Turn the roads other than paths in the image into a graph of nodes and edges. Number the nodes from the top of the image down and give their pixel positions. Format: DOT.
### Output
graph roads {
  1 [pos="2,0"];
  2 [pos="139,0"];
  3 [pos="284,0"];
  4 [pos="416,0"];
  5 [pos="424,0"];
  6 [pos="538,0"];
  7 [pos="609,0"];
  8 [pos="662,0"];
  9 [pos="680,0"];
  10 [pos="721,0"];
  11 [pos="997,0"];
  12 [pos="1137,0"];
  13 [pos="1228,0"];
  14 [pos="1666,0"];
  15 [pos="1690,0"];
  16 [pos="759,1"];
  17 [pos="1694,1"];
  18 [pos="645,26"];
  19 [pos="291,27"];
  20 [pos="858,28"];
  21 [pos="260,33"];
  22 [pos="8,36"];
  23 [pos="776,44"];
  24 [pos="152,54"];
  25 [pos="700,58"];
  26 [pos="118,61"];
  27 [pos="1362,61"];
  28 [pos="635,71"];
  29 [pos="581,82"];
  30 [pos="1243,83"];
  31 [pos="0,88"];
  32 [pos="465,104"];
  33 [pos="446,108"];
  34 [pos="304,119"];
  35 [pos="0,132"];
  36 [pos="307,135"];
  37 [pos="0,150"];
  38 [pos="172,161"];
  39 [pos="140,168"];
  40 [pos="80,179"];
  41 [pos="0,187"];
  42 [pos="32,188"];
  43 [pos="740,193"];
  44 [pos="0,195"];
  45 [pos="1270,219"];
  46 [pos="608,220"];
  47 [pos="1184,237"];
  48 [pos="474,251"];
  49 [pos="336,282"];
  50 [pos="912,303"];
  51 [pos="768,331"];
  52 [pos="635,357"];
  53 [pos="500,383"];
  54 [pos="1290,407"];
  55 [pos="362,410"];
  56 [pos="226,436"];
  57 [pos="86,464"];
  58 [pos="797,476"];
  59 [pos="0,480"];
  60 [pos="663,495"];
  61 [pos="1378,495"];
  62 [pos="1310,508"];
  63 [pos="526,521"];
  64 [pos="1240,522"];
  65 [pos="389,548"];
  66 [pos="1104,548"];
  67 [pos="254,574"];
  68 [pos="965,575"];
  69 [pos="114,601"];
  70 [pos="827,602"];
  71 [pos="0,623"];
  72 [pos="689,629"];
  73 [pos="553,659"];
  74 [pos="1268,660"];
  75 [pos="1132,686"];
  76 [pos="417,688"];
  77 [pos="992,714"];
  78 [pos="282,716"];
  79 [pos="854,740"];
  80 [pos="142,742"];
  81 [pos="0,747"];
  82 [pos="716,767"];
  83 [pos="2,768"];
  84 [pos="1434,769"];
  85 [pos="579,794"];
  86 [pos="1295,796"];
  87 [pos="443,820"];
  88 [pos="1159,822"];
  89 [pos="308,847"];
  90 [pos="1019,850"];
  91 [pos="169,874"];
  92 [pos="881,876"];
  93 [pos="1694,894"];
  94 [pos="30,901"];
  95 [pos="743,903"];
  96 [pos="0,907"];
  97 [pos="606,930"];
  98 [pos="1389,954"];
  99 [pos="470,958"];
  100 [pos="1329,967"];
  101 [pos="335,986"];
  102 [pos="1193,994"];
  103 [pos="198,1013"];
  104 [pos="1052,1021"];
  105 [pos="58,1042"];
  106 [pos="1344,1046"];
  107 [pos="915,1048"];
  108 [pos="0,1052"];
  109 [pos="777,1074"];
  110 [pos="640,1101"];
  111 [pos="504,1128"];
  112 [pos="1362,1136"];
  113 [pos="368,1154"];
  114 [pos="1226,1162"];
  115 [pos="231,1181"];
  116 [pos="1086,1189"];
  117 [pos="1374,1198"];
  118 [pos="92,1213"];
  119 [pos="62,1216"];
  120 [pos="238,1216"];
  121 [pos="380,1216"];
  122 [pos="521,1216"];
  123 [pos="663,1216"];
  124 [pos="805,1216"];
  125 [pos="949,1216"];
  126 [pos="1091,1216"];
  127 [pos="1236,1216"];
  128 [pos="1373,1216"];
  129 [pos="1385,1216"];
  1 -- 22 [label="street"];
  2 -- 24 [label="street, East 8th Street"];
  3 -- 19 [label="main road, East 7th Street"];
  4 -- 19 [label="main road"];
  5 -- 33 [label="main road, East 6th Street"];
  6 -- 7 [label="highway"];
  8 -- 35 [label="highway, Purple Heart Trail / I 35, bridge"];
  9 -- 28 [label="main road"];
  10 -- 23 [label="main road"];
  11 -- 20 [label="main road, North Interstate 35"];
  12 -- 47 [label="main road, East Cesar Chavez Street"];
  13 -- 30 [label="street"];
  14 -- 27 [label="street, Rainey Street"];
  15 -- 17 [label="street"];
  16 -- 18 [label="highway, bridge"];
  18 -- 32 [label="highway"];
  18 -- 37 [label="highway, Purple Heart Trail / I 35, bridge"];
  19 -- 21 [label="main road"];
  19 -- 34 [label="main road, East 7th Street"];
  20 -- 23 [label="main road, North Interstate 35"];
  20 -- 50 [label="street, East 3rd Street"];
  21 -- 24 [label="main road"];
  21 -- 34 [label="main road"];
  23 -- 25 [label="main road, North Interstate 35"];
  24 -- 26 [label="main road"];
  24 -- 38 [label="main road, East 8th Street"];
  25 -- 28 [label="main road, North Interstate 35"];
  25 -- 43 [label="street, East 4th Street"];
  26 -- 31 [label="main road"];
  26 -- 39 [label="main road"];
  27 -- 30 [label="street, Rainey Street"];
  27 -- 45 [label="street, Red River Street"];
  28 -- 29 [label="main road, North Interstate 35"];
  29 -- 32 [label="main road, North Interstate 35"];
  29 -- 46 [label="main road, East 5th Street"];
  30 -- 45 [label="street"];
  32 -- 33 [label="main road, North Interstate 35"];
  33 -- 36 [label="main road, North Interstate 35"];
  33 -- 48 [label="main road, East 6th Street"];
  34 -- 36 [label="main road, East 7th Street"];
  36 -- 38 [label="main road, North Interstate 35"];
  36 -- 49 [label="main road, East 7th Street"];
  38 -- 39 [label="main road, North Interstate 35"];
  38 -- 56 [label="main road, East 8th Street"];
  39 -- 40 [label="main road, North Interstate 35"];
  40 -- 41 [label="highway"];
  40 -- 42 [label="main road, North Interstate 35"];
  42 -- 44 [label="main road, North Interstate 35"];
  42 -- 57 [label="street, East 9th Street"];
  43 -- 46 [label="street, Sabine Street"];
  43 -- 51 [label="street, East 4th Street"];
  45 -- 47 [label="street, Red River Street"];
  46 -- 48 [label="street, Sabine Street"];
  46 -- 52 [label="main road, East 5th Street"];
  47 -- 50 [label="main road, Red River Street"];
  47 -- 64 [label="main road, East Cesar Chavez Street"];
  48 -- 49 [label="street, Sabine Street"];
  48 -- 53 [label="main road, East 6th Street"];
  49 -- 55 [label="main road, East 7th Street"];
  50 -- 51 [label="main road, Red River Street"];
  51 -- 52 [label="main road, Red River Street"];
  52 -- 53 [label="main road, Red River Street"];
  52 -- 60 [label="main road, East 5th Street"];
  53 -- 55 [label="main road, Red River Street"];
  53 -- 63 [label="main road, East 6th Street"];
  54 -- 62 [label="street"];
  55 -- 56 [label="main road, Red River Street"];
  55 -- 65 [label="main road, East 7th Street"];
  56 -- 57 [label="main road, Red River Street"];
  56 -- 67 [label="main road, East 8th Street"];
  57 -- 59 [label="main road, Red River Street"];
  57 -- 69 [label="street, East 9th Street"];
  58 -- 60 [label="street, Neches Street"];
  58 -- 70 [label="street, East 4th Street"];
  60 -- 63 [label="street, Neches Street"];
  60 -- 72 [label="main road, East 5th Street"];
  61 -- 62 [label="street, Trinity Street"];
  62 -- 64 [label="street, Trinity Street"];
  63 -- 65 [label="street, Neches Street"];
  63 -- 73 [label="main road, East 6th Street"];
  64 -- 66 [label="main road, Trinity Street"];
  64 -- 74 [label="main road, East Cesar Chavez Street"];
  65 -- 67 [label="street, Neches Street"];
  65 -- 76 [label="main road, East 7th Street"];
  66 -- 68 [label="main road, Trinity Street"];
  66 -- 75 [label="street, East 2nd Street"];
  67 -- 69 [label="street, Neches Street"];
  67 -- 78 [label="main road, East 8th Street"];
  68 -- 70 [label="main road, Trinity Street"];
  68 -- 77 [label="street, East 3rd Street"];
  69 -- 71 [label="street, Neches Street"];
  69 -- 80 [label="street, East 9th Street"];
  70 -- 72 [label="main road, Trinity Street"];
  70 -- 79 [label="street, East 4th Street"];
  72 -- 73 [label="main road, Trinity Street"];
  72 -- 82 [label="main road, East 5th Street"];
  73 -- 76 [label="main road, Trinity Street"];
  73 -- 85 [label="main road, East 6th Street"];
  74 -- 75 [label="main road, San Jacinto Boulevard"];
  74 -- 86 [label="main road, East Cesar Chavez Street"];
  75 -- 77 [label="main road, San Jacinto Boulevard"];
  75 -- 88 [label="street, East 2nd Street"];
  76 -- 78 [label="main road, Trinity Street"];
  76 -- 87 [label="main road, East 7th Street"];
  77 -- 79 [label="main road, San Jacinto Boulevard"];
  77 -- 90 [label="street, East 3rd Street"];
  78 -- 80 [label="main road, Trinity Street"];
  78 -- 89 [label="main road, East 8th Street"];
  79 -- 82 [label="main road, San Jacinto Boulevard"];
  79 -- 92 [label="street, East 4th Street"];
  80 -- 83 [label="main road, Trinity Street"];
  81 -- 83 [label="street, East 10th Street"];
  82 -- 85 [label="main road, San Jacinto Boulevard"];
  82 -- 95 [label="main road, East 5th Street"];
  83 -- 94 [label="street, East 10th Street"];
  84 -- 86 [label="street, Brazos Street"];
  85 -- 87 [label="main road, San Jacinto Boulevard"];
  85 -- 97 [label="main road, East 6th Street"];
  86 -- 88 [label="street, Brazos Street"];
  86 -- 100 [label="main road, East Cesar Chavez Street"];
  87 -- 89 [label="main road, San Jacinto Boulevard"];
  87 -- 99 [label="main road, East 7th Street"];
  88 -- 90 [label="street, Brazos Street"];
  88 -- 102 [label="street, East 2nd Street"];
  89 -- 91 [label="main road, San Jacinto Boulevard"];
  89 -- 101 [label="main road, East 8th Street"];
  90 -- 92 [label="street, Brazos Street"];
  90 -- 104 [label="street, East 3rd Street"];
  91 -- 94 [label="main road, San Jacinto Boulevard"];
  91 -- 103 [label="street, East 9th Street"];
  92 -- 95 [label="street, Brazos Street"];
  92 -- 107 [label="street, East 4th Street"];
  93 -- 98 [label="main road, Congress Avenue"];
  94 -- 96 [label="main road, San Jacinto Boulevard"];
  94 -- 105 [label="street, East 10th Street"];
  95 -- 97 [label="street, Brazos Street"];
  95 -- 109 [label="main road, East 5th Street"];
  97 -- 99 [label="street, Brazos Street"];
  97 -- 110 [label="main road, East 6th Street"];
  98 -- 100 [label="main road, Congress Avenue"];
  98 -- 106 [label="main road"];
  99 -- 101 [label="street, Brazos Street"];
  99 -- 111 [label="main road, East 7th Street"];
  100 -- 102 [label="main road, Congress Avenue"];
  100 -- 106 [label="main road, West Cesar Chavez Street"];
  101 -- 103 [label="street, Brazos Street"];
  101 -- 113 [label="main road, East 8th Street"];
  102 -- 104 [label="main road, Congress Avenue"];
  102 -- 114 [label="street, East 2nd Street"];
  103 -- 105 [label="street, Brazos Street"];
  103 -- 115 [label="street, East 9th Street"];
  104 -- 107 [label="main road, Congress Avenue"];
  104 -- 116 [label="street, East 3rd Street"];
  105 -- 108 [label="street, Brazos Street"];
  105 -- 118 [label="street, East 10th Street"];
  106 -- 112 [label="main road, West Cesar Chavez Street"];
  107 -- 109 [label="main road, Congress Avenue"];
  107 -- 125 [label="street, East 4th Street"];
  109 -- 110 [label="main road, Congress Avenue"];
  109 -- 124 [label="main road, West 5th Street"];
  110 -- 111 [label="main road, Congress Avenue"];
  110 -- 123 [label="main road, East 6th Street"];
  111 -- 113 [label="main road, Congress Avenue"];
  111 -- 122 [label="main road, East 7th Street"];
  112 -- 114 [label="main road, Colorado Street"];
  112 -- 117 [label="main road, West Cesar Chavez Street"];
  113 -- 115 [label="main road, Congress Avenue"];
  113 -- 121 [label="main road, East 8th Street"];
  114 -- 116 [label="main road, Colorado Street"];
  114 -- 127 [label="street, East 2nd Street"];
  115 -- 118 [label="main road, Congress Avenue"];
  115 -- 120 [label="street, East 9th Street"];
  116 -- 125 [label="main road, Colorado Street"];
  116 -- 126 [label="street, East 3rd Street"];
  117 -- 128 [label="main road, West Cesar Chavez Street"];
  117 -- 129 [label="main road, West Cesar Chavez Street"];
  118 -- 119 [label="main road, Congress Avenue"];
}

####################

Exercise description » The answer is a number alone: how many lines of the data contain the string "graph"?

Your solution » 2